Wednesday, 7 August 2013

Note on Substance

Substance ought to be easy. 'Thus I assert thee' as I stumble over a stone, as it were. That's fine but then we are obliged to distinguish between 'stone' as stuff, generic stone and this particular stone called by Aristotle the primary substance and the former the secondary. By the way none of the interpretations of Aristotle's views are uncontroverted so shop around. However the primary/secondary division seems to me a sensible view of the basic furniture of the world or the floor we start from. The Advaitins who employ different criteria of what really is regard 'stuff' as more fundamental than individual items. In their airy way they assert that 'clay alone is real, things made from clay are mere names'. The changeless element, the material cause in the Aristotelian schema, is the clay and the various forms that are made out of clay are simply conventional names. We can see this view in some Western ontologists who would regard a table as 'timber arranged table-wise'. Is this a monist view which would regard our primal encounter as being with an undifferentiated continuum? Given evolution this seems unpersuasive as animals seem to be 'designed' to fit a habitat and prey. For the fox is a rabbit 'food arranged rabbit-wise'?
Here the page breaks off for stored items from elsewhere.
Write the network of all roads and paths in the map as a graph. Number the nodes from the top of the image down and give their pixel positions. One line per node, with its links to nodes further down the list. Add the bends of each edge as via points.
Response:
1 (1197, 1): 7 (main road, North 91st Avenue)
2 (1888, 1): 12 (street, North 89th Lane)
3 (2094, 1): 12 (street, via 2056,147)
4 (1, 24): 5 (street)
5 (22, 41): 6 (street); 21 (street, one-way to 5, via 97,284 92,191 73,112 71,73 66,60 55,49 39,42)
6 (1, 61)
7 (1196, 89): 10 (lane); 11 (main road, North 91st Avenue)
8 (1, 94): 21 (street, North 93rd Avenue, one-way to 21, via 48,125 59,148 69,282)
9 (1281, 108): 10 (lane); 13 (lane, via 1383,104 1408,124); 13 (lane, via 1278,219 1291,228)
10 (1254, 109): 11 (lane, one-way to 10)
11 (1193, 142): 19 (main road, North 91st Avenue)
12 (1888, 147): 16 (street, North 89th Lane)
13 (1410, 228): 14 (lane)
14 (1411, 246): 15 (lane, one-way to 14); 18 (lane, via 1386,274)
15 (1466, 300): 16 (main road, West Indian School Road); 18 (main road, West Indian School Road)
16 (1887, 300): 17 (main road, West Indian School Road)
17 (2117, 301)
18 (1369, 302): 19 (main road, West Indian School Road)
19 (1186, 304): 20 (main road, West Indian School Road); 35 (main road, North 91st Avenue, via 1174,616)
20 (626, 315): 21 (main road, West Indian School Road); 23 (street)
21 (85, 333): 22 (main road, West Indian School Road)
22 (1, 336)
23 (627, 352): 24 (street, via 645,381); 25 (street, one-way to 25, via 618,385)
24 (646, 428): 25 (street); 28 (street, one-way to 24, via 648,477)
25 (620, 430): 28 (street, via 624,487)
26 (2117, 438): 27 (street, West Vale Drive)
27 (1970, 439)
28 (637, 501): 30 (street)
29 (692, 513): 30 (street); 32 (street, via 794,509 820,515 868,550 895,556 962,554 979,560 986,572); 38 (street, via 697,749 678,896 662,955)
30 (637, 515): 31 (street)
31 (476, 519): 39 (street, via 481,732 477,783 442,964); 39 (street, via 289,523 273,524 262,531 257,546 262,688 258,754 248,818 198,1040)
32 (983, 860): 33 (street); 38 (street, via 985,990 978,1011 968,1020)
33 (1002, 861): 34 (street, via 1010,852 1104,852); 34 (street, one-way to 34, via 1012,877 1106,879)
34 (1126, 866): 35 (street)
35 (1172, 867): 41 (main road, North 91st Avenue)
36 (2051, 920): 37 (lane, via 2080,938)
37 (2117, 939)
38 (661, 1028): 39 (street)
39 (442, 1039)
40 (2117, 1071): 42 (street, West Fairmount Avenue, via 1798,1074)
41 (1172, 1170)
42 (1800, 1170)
The pramana of upamana seems to contradict the primacy of 'stuff' (cf various posts on the topic of upamana by label). Recognising genus and species is a basic function of this innate means of knowledge ie. a means of knowledge not reducible to any other. Once we have decided on the criteria of division we can place everything. Encountering anything precipitates automatic sorting on however crude a basis. True but for the Advaitins their concept of 'the real' as changeless supervenes so the opposition may be more a contrast than a contradiction.

The contrast that exists between everyday awareness and knowledge and the reality that underpins that knowledge is brought out in the concept of the primal reality of the substratum. At the risk of confusion it is arguable that the clay/vessels dichotomy with clay alone as real is merely an analogy for the reality of the substratum and the unreality of the upadhis/forms of limitation which the substratum manifests.

Or the characteristic of Brahman is Its being the material cause of the entire universe. By 'material cause' is meant the substratum of the superimposition of the universe, or the substratum of the cosmic illusion (maya) that transforms itself in the shape of the universe. It is in view of such material causality that Brahman and the universe have been described as identical in Sruti texts like the following: “This all is the Self” (Br.II.iv.6) “It became the gross and the subtle (Tai:II.6) and “Let Me multiply, let Me be effectively born (Ibid II.6, Ch.Up. VI, ii, 3) Conventional statements like, “The jar exists,” “The jar is manifest,” and “The jar is desirable,” are also on account of the superimposition of its identity with Brahman, the Existence-Knowledge-Bliss Absolute.